Sunday, December 26, 2010

High School Degrees: Irrelevant?

Twenty percent of American high school graduates cannot pass the US Army entrance examination.
In Minnesota: 14 percent of white-, 20 percent of Hispanic-, and 40 percent of African-American-high school graduates cannot pass the US Army entrance exam.

Link is here.

A couple of comments:

a. If a high school graduate cannot pass the US Army entrance exam, he/she will not survive the "real" world. The Army is one big training program; it provides a drug-free, structured environment; it abounds with educators and mentors. There is minimal competition among recruits; they are trained to survive as team members. The American economy is all about individual competition and survival skills.

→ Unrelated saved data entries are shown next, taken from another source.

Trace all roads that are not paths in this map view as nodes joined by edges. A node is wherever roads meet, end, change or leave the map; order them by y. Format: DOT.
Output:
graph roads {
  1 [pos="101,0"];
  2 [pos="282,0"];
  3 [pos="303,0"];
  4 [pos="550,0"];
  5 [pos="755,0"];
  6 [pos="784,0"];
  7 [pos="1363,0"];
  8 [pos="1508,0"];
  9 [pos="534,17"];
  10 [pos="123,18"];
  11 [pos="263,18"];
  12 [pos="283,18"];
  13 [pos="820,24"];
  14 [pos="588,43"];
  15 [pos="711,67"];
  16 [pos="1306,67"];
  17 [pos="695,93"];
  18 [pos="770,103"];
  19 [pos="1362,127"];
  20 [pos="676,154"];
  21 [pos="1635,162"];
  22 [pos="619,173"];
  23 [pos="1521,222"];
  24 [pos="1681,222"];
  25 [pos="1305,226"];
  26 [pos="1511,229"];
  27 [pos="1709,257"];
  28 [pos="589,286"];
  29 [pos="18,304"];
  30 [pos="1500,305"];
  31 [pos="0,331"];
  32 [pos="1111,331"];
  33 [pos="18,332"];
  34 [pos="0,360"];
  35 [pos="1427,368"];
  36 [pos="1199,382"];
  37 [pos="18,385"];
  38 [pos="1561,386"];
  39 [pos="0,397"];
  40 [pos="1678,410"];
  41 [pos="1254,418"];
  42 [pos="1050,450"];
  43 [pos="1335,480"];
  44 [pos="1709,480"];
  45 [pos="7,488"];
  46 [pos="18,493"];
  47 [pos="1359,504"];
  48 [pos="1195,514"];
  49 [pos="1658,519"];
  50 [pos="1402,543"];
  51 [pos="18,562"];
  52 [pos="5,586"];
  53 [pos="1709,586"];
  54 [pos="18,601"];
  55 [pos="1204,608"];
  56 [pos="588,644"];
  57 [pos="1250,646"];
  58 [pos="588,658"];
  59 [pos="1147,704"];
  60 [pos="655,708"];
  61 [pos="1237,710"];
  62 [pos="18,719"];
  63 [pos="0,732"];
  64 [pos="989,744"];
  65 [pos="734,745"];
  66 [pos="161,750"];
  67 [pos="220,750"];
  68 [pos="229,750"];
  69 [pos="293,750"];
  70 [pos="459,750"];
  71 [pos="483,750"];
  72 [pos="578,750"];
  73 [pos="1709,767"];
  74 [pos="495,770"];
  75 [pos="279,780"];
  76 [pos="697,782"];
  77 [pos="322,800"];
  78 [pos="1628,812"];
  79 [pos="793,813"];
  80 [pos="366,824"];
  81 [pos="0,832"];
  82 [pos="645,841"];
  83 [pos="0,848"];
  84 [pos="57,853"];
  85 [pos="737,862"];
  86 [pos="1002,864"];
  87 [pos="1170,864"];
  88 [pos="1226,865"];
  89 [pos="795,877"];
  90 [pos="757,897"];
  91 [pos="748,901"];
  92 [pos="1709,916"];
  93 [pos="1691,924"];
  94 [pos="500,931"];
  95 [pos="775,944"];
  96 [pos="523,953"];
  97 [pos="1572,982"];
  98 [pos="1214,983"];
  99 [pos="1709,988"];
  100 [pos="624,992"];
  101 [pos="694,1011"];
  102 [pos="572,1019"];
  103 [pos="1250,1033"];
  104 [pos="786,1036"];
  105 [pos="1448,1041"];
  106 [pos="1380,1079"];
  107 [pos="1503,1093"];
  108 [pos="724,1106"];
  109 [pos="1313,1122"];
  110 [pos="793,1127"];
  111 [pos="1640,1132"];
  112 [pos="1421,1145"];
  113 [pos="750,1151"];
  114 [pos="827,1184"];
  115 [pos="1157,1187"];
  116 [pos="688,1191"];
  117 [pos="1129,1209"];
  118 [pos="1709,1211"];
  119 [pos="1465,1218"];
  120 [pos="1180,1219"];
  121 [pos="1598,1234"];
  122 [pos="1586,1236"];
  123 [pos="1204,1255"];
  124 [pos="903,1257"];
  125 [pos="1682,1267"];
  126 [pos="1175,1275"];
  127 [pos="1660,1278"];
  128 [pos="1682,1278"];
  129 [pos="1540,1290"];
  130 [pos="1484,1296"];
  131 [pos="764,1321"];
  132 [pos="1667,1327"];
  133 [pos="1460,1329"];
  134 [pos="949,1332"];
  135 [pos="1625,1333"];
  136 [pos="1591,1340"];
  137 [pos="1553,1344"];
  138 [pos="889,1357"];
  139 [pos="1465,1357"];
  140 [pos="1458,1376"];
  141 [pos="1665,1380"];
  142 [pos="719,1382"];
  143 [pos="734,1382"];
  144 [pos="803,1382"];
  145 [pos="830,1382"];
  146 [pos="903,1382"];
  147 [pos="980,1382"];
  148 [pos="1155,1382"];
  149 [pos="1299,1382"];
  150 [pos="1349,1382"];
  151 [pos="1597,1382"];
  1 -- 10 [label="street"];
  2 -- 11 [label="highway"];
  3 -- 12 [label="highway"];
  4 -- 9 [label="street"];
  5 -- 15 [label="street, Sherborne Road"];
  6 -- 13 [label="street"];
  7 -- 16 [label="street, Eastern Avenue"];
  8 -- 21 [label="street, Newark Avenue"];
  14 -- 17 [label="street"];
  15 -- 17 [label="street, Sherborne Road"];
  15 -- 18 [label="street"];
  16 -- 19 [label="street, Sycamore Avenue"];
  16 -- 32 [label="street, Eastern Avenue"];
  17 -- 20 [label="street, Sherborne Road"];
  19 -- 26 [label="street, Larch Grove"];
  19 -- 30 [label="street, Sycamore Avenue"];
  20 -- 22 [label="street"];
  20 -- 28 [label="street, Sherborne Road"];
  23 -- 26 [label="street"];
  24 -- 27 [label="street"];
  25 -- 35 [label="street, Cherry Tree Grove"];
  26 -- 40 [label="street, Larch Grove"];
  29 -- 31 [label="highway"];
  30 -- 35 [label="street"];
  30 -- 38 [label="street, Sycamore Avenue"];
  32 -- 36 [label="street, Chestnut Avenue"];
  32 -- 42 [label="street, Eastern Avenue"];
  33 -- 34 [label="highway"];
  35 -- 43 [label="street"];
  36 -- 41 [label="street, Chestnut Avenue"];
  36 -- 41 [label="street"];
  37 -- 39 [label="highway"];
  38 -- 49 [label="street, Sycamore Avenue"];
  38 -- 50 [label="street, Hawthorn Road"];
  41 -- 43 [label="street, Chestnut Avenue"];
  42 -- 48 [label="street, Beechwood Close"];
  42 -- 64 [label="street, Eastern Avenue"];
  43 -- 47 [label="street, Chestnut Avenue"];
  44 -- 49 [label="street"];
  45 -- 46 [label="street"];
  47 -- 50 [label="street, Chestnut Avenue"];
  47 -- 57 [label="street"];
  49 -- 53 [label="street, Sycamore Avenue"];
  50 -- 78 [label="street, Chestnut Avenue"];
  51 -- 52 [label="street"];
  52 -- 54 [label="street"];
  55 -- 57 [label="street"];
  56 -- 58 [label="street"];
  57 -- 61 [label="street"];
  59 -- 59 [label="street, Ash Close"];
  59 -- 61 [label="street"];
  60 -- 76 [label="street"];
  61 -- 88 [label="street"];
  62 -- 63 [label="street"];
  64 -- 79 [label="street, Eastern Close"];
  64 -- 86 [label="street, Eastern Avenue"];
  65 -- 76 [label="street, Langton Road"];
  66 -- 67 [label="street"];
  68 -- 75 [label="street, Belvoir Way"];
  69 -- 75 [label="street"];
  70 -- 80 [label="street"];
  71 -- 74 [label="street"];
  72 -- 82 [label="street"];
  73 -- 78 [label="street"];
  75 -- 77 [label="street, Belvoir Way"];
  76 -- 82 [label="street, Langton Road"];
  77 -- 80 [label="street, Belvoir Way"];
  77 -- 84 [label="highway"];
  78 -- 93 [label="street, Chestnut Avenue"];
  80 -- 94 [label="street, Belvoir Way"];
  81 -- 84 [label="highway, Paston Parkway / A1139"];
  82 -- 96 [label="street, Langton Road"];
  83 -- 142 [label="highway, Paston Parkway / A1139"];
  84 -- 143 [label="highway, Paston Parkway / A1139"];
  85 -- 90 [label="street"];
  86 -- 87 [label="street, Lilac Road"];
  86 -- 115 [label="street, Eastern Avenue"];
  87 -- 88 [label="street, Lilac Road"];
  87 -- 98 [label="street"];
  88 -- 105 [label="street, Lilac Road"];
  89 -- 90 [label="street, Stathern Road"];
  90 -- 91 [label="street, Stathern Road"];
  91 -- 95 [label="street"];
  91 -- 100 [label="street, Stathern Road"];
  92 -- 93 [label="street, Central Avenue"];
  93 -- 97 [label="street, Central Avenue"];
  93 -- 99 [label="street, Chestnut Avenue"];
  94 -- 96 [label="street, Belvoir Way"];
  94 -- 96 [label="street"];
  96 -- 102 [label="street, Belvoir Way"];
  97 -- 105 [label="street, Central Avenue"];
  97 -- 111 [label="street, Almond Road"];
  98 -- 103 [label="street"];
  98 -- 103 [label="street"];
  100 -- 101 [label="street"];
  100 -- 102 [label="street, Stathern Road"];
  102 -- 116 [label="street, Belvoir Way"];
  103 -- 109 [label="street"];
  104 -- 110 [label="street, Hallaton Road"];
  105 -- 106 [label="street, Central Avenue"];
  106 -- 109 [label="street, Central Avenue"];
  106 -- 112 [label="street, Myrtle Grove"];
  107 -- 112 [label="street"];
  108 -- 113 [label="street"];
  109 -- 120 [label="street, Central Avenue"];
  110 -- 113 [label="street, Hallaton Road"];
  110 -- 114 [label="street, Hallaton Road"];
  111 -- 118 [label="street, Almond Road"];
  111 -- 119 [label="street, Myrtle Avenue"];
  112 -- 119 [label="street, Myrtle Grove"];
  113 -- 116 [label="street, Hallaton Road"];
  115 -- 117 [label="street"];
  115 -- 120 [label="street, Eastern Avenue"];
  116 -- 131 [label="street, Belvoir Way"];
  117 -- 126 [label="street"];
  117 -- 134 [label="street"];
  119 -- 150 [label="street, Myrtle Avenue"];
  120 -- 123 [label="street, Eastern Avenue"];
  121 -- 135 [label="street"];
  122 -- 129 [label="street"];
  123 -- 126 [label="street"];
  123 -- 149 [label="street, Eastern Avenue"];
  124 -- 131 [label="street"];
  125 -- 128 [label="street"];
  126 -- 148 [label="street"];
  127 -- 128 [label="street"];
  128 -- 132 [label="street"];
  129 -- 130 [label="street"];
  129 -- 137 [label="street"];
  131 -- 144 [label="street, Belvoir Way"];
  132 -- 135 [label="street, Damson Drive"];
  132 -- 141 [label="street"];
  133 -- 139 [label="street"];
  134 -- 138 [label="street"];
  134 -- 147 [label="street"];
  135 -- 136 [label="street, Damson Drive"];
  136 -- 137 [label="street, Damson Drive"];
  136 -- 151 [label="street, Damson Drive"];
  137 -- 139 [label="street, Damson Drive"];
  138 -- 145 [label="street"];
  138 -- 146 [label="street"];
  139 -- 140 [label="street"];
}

b. The report is somewhat skewed. The report is based on data from nearly 350,000 high school grads age 17-20 who took the Army's Armed Services Vocational Aptitude Battery between 2004 and 2009.  Generally speaking, it is my feeling that the lower-performing students apply to join the Army as enlisted recruits. So, things are not as bad as the report makes things out to be. When the report says that 40 percent of African-American high school graduates cannot pass the Armed Services test, it is not referring to the African-American student body as a whole, just those African-Americans coming out of high school who have tried to enlist in the Army.

c. It sounds like the problem is not that these students are not proficient enough to meet US Army standards, but the fact that schools have dumb-downed so much that they confer high school degrees on these folks.

d. Maybe it's even worse. Think of all the students that didn't consider the military because they knew they couldn't hack the entrance exams or the other requirements. Wow.